Carlson was in a good position to comment. She was a snowboard racer for a company that makes snowboards. "I was riding for them a real long time and competing, and I didn't like everything. I wasn't 100 percent happy. I would write all these memos with complaints and ideas, and send them to the factory. Eventually, they started sending stuff back to me with changes!"

After a few years, Carlson quit racing and moved back home to Vermont. She applied for a job at the factory and was hired as a designer and tester.

Jason Moore, a North American boardercross champion, has been snowboarding for many years. "I just tell the specs to my designer.
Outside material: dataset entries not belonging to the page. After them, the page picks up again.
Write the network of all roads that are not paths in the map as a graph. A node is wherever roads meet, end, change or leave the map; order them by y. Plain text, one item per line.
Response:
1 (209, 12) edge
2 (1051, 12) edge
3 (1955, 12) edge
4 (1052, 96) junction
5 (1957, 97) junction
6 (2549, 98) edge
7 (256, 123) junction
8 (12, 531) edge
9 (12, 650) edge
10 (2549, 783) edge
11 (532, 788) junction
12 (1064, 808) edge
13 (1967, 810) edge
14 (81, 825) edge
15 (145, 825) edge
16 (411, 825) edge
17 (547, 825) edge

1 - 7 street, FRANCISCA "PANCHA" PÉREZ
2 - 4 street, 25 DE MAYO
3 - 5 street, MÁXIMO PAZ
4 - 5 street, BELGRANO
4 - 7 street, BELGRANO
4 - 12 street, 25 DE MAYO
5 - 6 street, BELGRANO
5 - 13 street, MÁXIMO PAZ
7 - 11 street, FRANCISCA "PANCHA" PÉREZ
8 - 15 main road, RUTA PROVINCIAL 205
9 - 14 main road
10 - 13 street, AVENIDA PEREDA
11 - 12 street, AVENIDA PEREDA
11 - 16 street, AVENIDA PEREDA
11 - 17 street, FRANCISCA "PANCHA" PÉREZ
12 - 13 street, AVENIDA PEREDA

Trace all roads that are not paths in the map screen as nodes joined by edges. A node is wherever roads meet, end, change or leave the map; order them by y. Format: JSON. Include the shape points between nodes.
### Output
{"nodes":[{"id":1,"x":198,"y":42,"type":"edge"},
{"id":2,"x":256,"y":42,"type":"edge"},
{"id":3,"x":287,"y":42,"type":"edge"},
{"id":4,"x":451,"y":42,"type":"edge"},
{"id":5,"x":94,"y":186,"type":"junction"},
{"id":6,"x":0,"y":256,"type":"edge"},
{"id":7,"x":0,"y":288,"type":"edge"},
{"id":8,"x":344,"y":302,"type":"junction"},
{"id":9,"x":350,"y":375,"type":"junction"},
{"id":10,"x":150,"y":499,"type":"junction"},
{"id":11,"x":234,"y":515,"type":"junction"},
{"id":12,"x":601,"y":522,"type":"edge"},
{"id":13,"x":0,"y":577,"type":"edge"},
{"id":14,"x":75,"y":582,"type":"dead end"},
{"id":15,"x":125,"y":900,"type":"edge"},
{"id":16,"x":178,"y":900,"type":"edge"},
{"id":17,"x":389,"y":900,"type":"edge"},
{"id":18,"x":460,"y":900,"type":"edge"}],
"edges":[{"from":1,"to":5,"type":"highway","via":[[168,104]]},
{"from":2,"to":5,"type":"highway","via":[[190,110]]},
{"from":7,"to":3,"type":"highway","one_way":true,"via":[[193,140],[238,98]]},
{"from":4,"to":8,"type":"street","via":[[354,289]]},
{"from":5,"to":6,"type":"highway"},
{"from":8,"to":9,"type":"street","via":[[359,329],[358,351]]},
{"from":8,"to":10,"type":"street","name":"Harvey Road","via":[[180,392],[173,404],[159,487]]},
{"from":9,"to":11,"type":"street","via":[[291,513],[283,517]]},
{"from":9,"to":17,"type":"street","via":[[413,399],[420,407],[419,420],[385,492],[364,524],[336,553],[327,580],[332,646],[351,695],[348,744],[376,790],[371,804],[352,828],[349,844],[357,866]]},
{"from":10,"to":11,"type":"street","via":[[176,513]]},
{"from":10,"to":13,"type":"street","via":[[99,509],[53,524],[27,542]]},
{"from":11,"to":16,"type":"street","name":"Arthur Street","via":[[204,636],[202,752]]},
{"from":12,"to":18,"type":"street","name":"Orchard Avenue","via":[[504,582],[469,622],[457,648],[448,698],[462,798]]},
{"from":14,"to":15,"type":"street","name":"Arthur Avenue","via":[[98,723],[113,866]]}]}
I tell them how I want it pressed, the shape and the stiffness." His board always comes back the way he wants it, he says. "My board is designed exactly to my weight and my height."

Mills says standard boards aren't made for snow conditions in Alaska.

"Up here, sometimes we'll get two and a half feet of snow every night. Sometimes every night for a week!"

The wider the board, the less likely it is to sink. "I've got some that are 16 inches wide, and they just float!"

Mills grew up working around his dad's construction company, so he was used to building and making things. The design was simply a question of trial and error. Mills' first snowboard was one foot wide and seven feet long.

"I nearly killed myself," he laughs. Back to the drawing board!

Later boards proved easier to ride, but too heavy. "There are no resorts around here," he explains. "Any snowboarding you're doing is all hiking."

Lighter boards are easier to carry and more likely to ride on top of the powder.

After four years of experimenting with different glues and different core materials, Mills felt he had a design he could market. He started building and selling boards out of his basement. "Everyone who's ridden one of my boards has bought one," says Mills proudly.

Carlson takes pride in the fact that most of her company's snowboards, boots and bindings now come specially designed in women's sizes. "I played my little part in development," she says.

The industry has really changed since its early days when snowboards were designed with a one-size-fits-all attitude. "What we build is a reflection of all kinds of people. My job is to listen to all those people and say what I think," says Carlson, who doesn't have an engineering degree.

"Most people who are board designers are engineers," she admits.

Carlson has always had a good sense of how things work, and what she didn't know she's been able to pick up. Her strength is her knowledge of how boards work on snow, and her ability to ride. Part of her job is riding the snowboards and testing their performance.

Any way you look at it, it's a sweet deal. "Especially on a powder day when, instead of driving to work, I get to drive to the mountain and test something," she laughs. "I like to test each board in a bunch of conditions to see how it's going to behave."

After all those hours on the slopes, Carlson has several favorite snowboards. "It always changes," she says. Basically she keeps one for the half-pipe, one for free riding and another for jumping.

Carlson had some big shoes to fill when she stepped into the job of a snowboard designer. "There are lots of people trying to get in," she warns. "You've got to pay your dues."

She says the rewards are worth it. "I just got done trying four new boards. It was great!"

Moore has some solid advice when considering the field of snowboard design. "It's a great business to get into, but starting from scratch would be really tough. So, you need to get together with a good company and learn the techniques. And then you could go out on your own."